An Introduction to Forward Error Correction

Introduction

Communicating information is crucial in our modern lives. Even this wiki article, created to share important information, demonstrates this concept. In one communication method, we convert information into bits and send them out, which defines a communication system. However, every communication system inevitably encounters errors known as noise, which can lead to dire consequences. Consequently, we need error-correcting mechanisms within our communication systems, with forward error correction being a widely used method. This article will explain the formation of forward error correction codes and their importance by introducing you to the basic architecture of a communication system, how we model noise, information theory basics, and forward error correction codes.

Communication System Overview

Figure 1: A high-level depiction of a communication system.

Figure 1 depicts a simple model of a communication system. We begin with a user, for example, the computer that sends information as bits. The transmitter then transmits these bits using a physical medium, which is processed by a receiver.

Figure 2: Noise causing bit flips in our message

The bits that are sent as electromagnetic waves or lasers will experience noise in the channel in the form of electrical interference or blockage that will cause bit flips depicted in Figure 2. In the binary case, this means we will interpret a one as a zero or a zero as a one.

Although noise in nature is random, theorists have developed various channel models for analytical purposes. These channels are defined not just by their structure but also by their channel capacity. I will introduce two commonly used models: the binary symmetric channel (BSC) and the additive white Gaussian noise (AWGN) channel.

A crash course in Information Theory

To understand the properties of a channel, we require an understanding of what channel capacity implies.
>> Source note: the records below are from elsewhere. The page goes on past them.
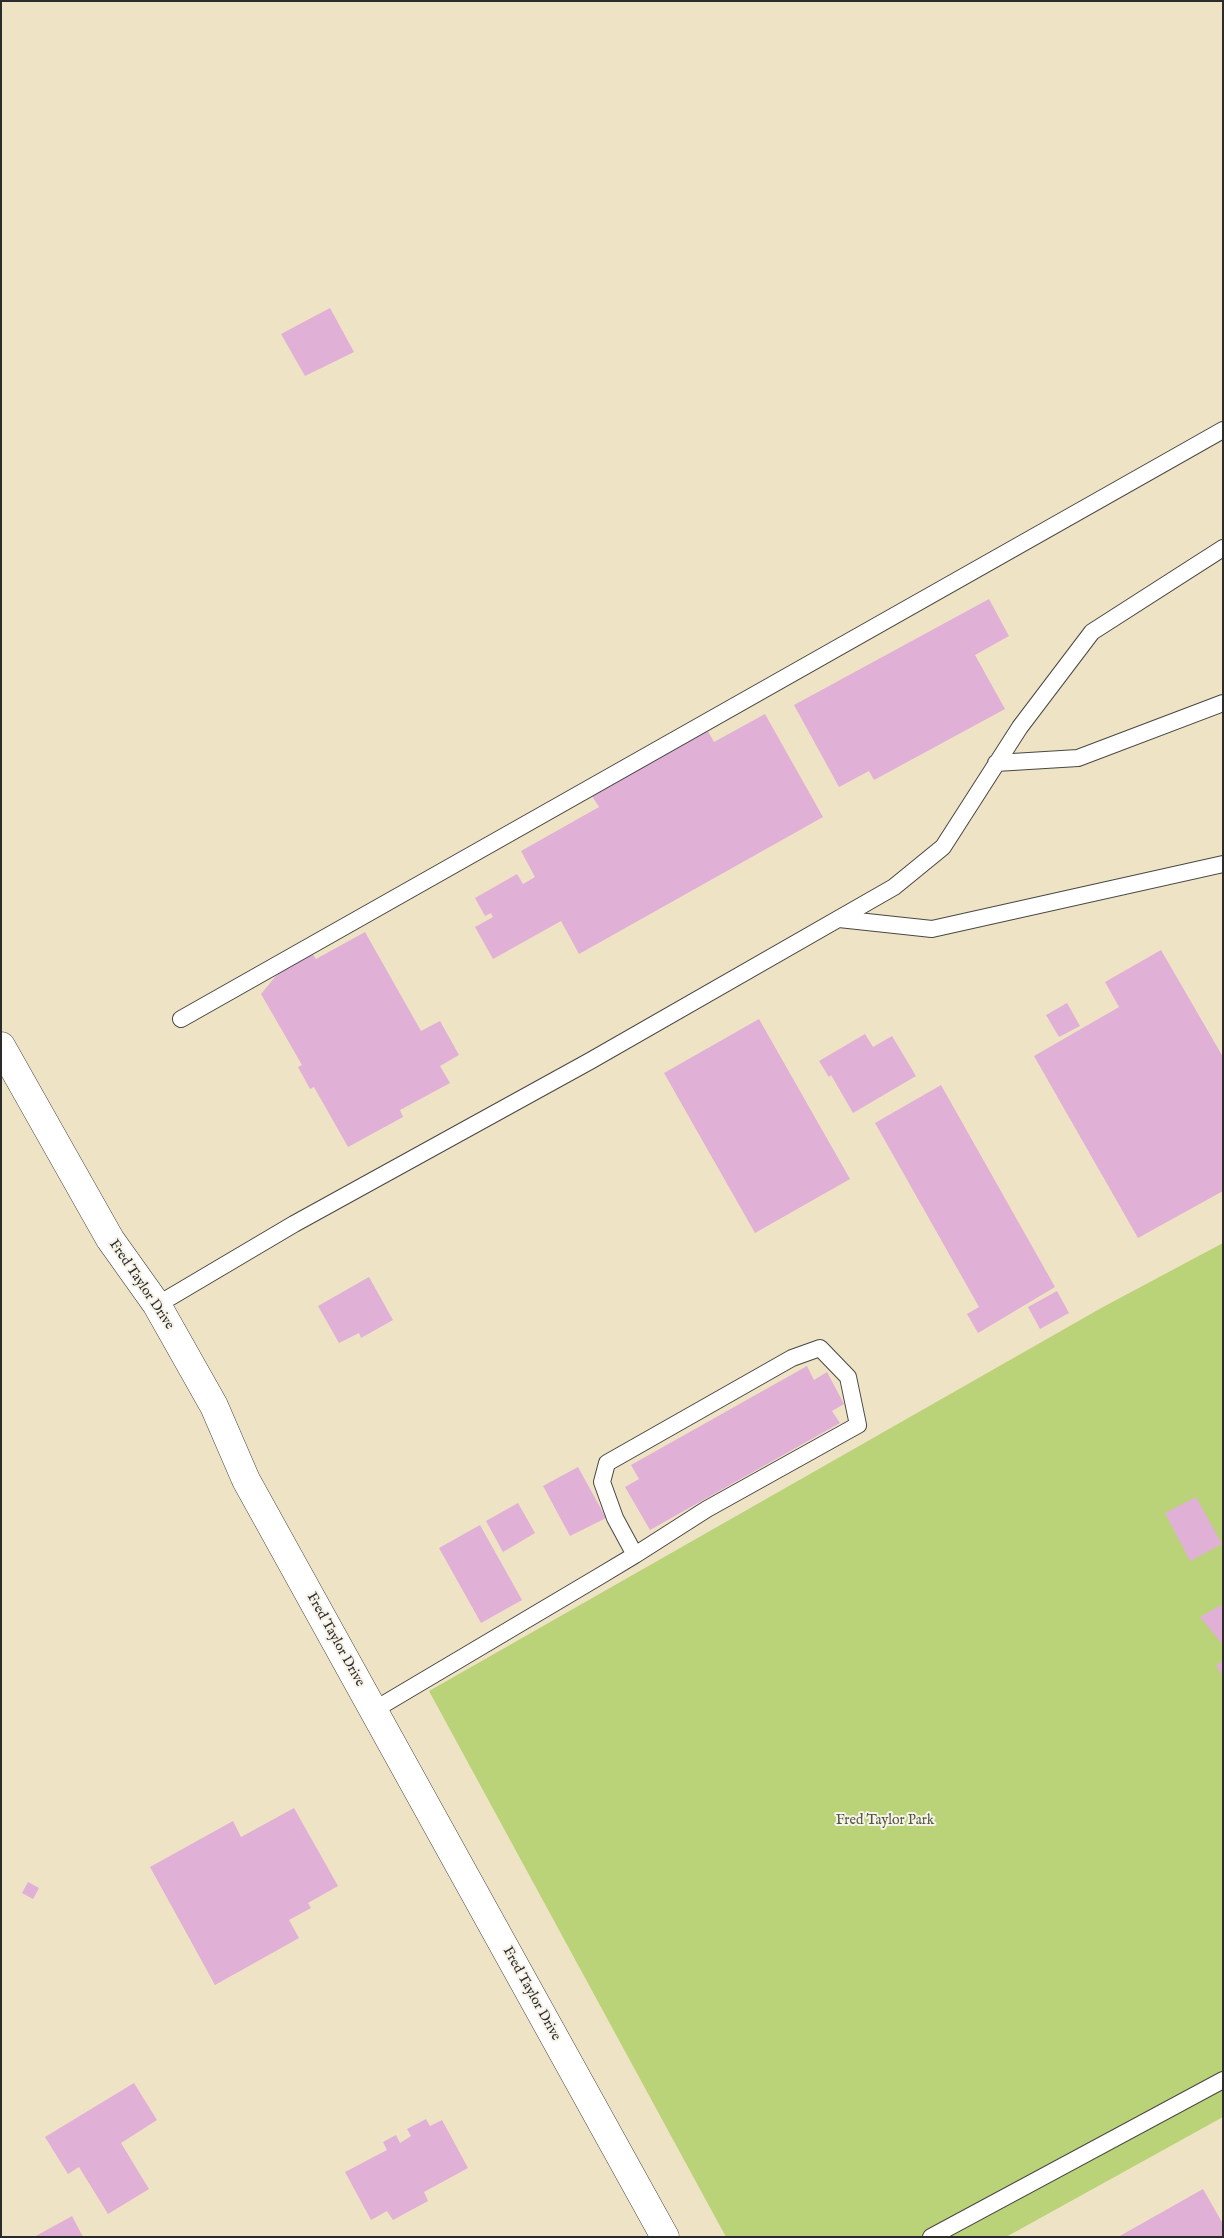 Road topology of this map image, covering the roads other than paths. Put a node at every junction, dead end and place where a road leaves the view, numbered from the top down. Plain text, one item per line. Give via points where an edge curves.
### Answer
1 (1223, 430) edge
2 (1223, 548) edge
3 (1223, 703) edge
4 (996, 763) junction
5 (1223, 864) edge
6 (839, 919) junction
7 (181, 1020) dead end
8 (1, 1046) edge
9 (157, 1305) junction
10 (635, 1555) junction
11 (374, 1710) junction
12 (1223, 2080) edge
13 (665, 2237) edge
14 (931, 2237) edge

1 - 7 lane
2 - 4 lane via 1092,632 1020,726
3 - 4 lane via 1078,758
4 - 6 lane via 943,847 894,887
5 - 6 lane via 932,929
6 - 9 lane via 582,1066 294,1224
8 - 9 main road, Fred Taylor Drive via 110,1239
9 - 11 main road, Fred Taylor Drive via 214,1406 246,1480
10 - 10 lane via 707,1509 858,1425 848,1377 820,1348 792,1358 607,1463 602,1482 615,1518
10 - 11 lane
11 - 13 main road, Fred Taylor Drive
12 - 14 lane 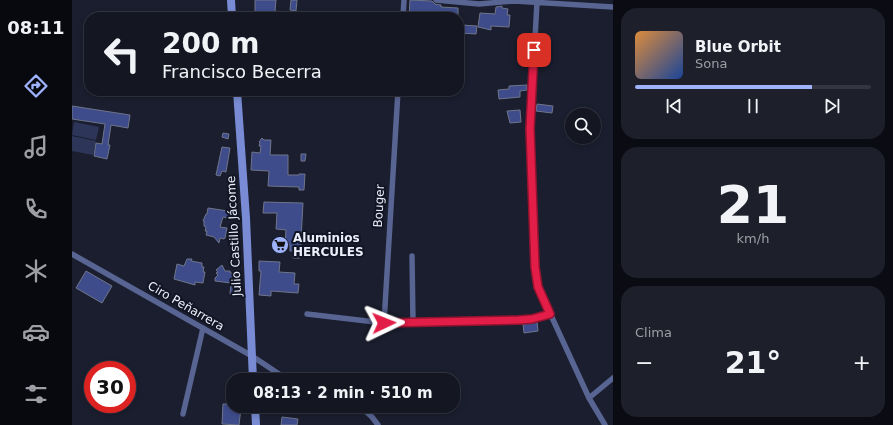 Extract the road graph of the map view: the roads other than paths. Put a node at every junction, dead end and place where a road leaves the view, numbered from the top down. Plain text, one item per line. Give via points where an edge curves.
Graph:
1 (231, 0) edge
2 (404, 0) edge
3 (436, 0) edge
4 (478, 2) edge
5 (537, 2) junction
6 (613, 8) edge
7 (232, 12) edge
8 (403, 12) edge
9 (238, 96) edge
10 (398, 96) edge
11 (72, 254) edge
12 (412, 256) dead end
13 (307, 314) dead end
14 (550, 314) junction
15 (413, 322) junction
16 (384, 323) junction
17 (203, 328) junction
18 (252, 356) junction
19 (253, 373) edge
20 (278, 373) edge
21 (613, 378) edge
22 (589, 398) junction
23 (255, 413) edge
24 (368, 413) edge
25 (183, 414) dead end
26 (256, 425) edge
27 (378, 425) edge
28 (605, 425) edge

1 - 7 main road
2 - 8 street
3 - 4 street
4 - 5 street
5 - 6 street
5 - 14 street via 530,129 535,267 538,287
9 - 18 main road, Julio Castillo Jácome
10 - 16 street, Bouger
11 - 17 street, Ciro Peñarrera
12 - 15 street
13 - 16 street
14 - 15 street via 519,320
14 - 22 street
15 - 16 street
17 - 18 street, Ciro Peñarrera
17 - 25 street
18 - 19 main road, Julio Castillo Jácome
18 - 20 street, Ciro Peñarrera
21 - 22 street
22 - 28 street
23 - 26 main road
24 - 27 street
To do so, the knowledge of a couple of fundamental information theory concepts is crucial. I present the discrete case, however, it is easy to extend it to the continuous domain by replacing sums with integrals.

Entropy

Assume we have a discrete random variable $X$ which represents possible binary messages in our system that are distributed according to $p$. Then, the entropy $H(X)$ can be defined as

$$H(X) = -\sum_{x \in X} p(x)\log_2 p(x)$$

Entropy akin to the term in thermodynamics is a measure of the uncertainty of a random variable. To illustrate, imagine a coin that can be biased to have heads with probability p and tails with probability 1-p. This is equivalent to sending a one-bit message with a probability p of sending a one and 1-p of sending a zero. The entropy for this example would be

$$H(X) = -plog(p) - (1-p) log(1-p)$$

This expression can then be graphed as a function of $p$ using Matlab for analysis.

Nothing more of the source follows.